Peshmerga fighters present as a disciplined, well-supplied fighting force // Source: alhurra.com

Bowing to intensifying U.S. pressure and growing domestic anger, the Turkish government, in an abrupt shift, announced yesterday (Monday) that it would allow Kurdish peshmerga forces from northern Iraq to cross Turkish territory on their way to defend Kurds in the besieged Syrian Kurdish border town of Kobani.

Military analysts said the move could tip the military balance in favor of the defenders of the Kurdish town in their month-long battle against Islamic State (ISIS) fighters.

Only on Sunday, Turkish president Recep Tayyip Erdogan pointedly said that Turkey would not agree to any U.S. arms supplies to Kurdish fighters defending the town (see “Turkey will not agree to U.S. support for Kurds fighting ISIS in Syria: Erdogan,” HSNW, 20 October 2014). The New York Times notes that Erdogan’s statement came a day after a frank discussion between President Barack Obama and the Turkish leader, in which Obama made it clear to Erdogan that the United States would ignore Turkey’s objections. It now appears that Erdogan’s Sunday statement was a last-ditch effort to dissuade Obama from going through with the U.S. plan to begin and provide direct military aid to the Kurdish defenders.

Obama’s response came on Monday: He ordered the U.S. military to air-drop of twenty-four tons of weapons and ammunition for the Kurdish defenders of the town in the first supply run the United States had made to the besieged town in nearly five weeks of fighting.

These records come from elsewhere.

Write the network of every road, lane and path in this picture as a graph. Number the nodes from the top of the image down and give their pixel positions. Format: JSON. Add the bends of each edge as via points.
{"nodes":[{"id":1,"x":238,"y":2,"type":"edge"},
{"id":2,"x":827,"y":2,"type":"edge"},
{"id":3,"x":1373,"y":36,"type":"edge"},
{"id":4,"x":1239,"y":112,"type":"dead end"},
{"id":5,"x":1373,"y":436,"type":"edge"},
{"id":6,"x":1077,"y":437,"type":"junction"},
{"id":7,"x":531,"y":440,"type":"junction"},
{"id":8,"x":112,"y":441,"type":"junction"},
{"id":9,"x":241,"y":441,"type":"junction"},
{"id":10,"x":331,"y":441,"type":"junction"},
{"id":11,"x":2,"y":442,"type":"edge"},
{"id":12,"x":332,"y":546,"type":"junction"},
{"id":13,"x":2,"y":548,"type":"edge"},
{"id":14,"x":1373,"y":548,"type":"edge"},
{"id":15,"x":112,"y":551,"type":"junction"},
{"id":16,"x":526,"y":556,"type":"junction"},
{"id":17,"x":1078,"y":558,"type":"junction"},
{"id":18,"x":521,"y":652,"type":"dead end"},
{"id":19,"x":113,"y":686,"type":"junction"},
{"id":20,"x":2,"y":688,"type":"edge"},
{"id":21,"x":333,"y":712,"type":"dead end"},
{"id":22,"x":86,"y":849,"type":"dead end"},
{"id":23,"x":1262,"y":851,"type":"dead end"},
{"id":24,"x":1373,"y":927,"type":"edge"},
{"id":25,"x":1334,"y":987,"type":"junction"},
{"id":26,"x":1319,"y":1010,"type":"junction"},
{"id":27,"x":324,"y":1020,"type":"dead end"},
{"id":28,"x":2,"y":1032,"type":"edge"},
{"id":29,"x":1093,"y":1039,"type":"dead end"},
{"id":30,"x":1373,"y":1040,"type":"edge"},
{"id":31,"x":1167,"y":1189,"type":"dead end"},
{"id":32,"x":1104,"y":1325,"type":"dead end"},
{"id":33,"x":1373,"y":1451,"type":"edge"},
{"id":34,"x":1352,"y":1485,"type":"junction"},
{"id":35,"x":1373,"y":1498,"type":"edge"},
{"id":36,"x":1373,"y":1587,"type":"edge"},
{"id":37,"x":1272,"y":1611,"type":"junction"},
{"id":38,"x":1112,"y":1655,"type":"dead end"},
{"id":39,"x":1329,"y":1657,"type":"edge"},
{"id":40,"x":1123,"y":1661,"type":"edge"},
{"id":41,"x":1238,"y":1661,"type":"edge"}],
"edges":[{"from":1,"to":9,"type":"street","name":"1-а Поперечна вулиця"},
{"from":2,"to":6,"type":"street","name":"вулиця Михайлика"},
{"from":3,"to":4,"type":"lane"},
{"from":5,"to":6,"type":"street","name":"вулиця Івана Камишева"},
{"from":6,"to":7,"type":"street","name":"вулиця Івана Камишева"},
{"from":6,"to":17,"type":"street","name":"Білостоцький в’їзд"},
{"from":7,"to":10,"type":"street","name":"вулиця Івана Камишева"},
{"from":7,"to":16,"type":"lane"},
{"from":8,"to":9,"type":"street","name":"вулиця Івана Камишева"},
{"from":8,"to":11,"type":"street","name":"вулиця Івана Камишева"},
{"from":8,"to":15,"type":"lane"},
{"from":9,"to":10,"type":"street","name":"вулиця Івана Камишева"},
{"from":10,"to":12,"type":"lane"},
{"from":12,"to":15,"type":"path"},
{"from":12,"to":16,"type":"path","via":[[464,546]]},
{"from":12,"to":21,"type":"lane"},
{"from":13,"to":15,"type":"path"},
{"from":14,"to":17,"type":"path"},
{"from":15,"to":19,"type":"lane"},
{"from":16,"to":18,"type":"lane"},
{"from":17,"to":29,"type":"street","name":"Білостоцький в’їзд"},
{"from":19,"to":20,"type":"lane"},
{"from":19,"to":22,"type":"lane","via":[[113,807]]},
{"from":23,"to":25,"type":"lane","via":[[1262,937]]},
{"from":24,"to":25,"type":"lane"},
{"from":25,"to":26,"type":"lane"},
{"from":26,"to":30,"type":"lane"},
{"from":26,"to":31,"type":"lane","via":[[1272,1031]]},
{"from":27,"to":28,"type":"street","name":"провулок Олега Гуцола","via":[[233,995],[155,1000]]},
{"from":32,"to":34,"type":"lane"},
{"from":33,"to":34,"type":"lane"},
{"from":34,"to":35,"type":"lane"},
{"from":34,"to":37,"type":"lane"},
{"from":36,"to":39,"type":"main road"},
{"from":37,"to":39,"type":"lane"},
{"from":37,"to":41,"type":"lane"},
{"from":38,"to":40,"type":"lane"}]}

The Turkish announcement of the dramatic shift in Ankara’s position came hours after the U.S. military air-drops. It remains to be seen whether the change in Turkey’s policy is tactical, that is, related only to the defense of Kobani – and, perhaps, to the Kurdish issue — or whether it is more strategic in nature, signaling a move away from Turkey’s tacit support for ISIS (see “Turkish jets bomb Kurdish positions,” HSNW, 15 October 2014).

The U.S. decision to air-drop weapons, ammunition, and other supplies to the Kurdish defenders of Kobani is also a snub to the new Iraqi government, which has insisted that any aid to the Kurds must go through Baghdad. The United States, however, has grown impatient with the new Iraqi government’s foot-dragging on the issue of Sunni inclusion, and the decision to go ahead with direct supplies to the Kurds may signal a broader strategic decision not to hold the battle against ISIS hostage to factional political machinations in Baghdad.